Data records
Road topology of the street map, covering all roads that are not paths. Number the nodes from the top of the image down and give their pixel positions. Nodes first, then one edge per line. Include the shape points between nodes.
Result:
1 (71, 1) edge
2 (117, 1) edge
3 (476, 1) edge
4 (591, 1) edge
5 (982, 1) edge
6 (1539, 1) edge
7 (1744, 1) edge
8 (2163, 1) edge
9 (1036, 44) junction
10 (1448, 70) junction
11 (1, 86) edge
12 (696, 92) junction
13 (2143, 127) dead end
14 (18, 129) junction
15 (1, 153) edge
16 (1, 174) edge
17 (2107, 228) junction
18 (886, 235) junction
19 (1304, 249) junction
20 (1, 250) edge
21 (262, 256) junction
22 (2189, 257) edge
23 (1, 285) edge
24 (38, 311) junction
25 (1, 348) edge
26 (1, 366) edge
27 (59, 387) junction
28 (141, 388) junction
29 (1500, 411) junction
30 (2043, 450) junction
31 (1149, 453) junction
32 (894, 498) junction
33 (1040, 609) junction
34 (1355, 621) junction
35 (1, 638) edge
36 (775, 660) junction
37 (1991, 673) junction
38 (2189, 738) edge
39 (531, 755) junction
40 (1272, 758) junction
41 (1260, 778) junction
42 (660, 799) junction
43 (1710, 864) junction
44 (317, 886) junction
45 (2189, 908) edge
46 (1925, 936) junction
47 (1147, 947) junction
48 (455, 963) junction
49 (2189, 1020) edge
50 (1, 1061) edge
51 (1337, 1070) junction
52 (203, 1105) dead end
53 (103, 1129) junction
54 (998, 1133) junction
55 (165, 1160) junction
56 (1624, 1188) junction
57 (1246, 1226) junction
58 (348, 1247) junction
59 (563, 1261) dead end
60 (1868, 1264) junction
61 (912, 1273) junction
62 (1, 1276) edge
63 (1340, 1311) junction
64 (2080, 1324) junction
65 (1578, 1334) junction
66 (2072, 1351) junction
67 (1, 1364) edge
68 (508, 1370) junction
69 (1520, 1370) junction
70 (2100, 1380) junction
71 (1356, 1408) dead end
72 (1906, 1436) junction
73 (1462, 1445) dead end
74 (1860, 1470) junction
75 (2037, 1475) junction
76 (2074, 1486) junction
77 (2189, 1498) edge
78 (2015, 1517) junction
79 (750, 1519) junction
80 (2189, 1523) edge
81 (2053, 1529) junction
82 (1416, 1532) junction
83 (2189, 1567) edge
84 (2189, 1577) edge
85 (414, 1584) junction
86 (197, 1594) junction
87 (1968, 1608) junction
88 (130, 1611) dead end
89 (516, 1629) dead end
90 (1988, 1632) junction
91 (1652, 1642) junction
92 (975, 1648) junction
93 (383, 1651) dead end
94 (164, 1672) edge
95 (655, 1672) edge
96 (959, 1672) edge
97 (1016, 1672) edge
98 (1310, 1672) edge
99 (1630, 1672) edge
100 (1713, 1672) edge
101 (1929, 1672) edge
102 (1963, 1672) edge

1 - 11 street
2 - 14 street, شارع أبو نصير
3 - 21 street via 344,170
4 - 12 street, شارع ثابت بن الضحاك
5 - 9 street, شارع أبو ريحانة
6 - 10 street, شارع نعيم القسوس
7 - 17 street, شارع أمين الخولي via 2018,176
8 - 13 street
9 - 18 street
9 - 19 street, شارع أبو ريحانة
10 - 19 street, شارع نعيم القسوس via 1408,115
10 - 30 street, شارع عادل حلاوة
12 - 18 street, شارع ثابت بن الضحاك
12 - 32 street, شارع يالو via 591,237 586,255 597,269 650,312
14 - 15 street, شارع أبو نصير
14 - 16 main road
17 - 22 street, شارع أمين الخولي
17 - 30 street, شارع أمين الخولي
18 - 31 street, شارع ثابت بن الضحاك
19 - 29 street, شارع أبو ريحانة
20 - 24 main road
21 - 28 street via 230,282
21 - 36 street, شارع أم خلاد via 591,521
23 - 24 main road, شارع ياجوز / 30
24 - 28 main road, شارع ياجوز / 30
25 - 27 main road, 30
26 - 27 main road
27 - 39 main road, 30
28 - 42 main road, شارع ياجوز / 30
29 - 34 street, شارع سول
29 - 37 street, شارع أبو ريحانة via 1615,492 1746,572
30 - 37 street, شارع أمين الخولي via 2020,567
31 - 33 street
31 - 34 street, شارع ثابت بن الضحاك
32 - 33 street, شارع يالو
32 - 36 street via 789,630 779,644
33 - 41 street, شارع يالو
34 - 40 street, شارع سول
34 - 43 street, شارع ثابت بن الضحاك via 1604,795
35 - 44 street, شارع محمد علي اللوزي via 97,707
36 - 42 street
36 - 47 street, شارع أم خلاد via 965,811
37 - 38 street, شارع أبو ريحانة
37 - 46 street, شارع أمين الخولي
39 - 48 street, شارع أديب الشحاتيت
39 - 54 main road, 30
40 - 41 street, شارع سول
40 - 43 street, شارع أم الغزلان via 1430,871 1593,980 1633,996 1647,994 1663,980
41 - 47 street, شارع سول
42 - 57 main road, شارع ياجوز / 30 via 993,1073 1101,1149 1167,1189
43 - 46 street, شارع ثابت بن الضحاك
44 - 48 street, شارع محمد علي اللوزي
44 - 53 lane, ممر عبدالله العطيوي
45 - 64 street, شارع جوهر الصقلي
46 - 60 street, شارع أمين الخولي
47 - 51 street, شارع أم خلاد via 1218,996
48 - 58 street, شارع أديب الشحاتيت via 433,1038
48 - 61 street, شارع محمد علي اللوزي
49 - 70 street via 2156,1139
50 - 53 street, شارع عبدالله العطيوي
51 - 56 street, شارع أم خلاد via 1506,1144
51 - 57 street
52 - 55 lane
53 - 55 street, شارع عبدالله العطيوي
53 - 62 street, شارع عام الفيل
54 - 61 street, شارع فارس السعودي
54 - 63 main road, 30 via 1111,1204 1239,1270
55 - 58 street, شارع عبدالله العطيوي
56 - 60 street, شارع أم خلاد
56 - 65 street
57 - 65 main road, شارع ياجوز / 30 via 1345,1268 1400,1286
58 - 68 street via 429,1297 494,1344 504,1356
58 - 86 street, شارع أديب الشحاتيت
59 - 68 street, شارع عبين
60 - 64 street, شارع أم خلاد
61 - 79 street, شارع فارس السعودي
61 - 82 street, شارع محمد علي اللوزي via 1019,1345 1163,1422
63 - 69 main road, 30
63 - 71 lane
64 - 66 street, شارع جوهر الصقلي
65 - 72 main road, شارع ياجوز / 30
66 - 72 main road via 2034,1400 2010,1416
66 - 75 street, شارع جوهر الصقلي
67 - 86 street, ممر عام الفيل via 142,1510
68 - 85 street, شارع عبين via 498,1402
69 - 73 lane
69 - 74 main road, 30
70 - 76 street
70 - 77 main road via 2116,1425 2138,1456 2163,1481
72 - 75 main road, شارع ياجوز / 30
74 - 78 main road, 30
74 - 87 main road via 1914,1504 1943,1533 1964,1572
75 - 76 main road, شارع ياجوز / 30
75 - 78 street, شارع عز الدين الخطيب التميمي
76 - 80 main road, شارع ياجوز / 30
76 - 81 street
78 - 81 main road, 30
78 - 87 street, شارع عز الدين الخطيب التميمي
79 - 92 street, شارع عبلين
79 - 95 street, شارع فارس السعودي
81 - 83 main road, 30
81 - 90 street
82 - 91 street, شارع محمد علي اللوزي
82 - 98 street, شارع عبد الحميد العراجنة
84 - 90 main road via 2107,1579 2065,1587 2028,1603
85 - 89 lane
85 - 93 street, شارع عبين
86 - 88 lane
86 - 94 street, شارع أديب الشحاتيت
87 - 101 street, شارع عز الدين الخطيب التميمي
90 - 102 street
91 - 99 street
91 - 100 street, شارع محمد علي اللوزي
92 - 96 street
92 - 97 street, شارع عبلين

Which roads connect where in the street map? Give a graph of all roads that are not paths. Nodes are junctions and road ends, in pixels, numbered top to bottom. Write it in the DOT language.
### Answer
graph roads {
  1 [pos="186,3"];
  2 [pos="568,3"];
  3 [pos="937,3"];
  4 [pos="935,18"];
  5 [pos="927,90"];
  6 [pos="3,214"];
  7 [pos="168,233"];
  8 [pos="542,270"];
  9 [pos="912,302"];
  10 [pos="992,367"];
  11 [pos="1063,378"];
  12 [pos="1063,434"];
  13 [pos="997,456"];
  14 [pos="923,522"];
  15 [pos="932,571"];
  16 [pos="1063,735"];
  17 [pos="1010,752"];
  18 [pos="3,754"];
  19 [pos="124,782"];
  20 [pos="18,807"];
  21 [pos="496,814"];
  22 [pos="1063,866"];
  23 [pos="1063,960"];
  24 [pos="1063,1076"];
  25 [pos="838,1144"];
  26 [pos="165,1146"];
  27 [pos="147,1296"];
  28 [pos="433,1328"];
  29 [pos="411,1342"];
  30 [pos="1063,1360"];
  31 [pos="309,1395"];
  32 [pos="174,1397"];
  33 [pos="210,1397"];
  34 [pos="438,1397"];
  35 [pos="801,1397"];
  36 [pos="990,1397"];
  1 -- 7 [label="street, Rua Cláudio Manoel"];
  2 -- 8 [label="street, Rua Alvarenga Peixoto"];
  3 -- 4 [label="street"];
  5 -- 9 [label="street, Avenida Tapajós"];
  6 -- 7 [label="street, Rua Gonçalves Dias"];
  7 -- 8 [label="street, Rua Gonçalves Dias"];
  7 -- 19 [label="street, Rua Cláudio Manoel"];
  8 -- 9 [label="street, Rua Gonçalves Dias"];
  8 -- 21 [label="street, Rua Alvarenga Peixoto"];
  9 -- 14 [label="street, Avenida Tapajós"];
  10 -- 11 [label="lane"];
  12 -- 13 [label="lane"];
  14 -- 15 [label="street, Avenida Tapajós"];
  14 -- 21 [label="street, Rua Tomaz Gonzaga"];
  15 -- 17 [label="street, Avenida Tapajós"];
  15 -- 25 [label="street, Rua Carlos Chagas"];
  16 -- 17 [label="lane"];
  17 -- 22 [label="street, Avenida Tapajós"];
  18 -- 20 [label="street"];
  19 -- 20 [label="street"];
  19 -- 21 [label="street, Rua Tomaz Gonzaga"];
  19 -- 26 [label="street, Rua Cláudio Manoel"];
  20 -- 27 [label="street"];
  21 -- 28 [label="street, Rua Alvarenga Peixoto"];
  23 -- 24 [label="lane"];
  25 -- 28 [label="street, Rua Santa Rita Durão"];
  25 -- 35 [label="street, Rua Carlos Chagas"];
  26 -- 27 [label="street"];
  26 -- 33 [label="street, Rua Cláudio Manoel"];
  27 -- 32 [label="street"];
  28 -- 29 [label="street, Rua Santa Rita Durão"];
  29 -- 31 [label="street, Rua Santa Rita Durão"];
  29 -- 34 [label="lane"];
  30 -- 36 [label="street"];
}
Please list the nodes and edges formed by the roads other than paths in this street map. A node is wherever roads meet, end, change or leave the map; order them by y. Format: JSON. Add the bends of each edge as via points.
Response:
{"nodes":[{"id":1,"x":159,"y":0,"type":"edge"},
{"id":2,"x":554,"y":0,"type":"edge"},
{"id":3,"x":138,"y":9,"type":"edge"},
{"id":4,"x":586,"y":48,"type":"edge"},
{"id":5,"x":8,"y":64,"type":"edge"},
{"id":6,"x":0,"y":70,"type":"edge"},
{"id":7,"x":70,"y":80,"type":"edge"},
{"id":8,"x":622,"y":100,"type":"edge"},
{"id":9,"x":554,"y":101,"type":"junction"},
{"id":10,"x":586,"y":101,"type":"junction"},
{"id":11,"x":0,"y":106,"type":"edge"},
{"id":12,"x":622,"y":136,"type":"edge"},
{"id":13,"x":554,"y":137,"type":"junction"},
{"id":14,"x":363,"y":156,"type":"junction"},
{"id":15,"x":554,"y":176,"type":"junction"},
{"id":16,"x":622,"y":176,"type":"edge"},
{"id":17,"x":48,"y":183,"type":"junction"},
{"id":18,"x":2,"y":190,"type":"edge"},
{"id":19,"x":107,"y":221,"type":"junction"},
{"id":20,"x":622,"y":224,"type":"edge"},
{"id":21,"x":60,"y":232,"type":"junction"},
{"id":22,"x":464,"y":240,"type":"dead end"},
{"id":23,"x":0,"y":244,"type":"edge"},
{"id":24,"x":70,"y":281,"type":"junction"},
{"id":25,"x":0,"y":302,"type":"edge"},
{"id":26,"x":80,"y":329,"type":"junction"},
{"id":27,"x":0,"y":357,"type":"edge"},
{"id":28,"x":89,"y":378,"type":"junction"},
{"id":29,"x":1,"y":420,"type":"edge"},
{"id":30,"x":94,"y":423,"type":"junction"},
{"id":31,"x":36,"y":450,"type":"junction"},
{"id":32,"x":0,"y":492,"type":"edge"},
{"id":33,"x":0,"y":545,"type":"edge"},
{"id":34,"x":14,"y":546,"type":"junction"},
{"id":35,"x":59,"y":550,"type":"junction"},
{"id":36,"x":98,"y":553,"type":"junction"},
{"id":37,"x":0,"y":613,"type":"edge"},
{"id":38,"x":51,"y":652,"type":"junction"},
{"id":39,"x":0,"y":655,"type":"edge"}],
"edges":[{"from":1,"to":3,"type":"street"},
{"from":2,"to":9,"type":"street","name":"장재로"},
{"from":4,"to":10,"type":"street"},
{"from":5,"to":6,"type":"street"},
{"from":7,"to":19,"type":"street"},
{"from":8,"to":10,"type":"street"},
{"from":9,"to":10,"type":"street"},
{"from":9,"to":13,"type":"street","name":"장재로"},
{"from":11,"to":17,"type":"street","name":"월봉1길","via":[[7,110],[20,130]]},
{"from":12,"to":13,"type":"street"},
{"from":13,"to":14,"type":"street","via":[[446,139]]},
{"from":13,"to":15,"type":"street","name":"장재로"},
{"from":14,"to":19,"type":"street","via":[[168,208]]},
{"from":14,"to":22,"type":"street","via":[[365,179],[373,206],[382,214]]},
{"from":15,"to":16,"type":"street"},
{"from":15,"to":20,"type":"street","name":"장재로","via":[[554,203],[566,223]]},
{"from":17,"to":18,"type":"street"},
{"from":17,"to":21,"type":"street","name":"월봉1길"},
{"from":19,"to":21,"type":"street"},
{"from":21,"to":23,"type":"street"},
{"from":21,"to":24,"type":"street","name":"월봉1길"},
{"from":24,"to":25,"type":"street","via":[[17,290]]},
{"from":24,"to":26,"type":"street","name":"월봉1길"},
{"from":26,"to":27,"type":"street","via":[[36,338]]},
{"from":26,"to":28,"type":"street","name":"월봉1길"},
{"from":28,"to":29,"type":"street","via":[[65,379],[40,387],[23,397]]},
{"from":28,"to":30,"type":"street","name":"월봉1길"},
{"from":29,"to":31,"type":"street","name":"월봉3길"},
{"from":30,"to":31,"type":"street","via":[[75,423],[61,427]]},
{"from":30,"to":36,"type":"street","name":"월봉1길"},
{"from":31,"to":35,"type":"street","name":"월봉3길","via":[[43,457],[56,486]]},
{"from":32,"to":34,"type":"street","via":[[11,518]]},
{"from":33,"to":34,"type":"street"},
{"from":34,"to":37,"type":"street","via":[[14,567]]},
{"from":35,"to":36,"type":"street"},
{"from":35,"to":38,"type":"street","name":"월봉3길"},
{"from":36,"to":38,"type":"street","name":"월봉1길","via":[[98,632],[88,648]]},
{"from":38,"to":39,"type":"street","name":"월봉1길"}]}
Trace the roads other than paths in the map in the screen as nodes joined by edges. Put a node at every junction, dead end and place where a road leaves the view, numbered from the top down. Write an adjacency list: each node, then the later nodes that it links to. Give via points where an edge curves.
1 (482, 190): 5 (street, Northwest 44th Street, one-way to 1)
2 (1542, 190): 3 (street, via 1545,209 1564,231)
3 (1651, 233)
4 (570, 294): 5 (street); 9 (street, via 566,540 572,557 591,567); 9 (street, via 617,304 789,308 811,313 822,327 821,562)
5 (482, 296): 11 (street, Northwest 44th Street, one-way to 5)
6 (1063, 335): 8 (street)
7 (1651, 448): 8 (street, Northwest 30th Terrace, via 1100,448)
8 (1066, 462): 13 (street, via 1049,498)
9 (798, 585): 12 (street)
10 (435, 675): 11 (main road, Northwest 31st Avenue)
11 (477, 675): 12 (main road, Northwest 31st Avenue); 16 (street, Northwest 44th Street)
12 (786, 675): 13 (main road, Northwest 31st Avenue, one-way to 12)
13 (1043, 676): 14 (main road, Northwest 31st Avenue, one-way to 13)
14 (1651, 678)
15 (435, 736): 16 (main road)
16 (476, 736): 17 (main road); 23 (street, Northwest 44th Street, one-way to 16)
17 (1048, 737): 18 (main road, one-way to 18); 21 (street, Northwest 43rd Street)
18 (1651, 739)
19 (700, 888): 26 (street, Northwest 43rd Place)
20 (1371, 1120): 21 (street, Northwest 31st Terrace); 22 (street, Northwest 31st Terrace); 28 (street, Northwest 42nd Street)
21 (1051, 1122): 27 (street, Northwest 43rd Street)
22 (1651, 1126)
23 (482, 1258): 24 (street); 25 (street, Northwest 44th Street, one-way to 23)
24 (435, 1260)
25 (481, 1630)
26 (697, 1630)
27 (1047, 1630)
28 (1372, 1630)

■ What is expected
The answer should be all lines from the entries above that hold the word "Cláudio".

■ Answer for the task
  1 -- 7 [label="street, Rua Cláudio Manoel"];
  7 -- 19 [label="street, Rua Cláudio Manoel"];
  19 -- 26 [label="street, Rua Cláudio Manoel"];
  26 -- 33 [label="street, Rua Cláudio Manoel"];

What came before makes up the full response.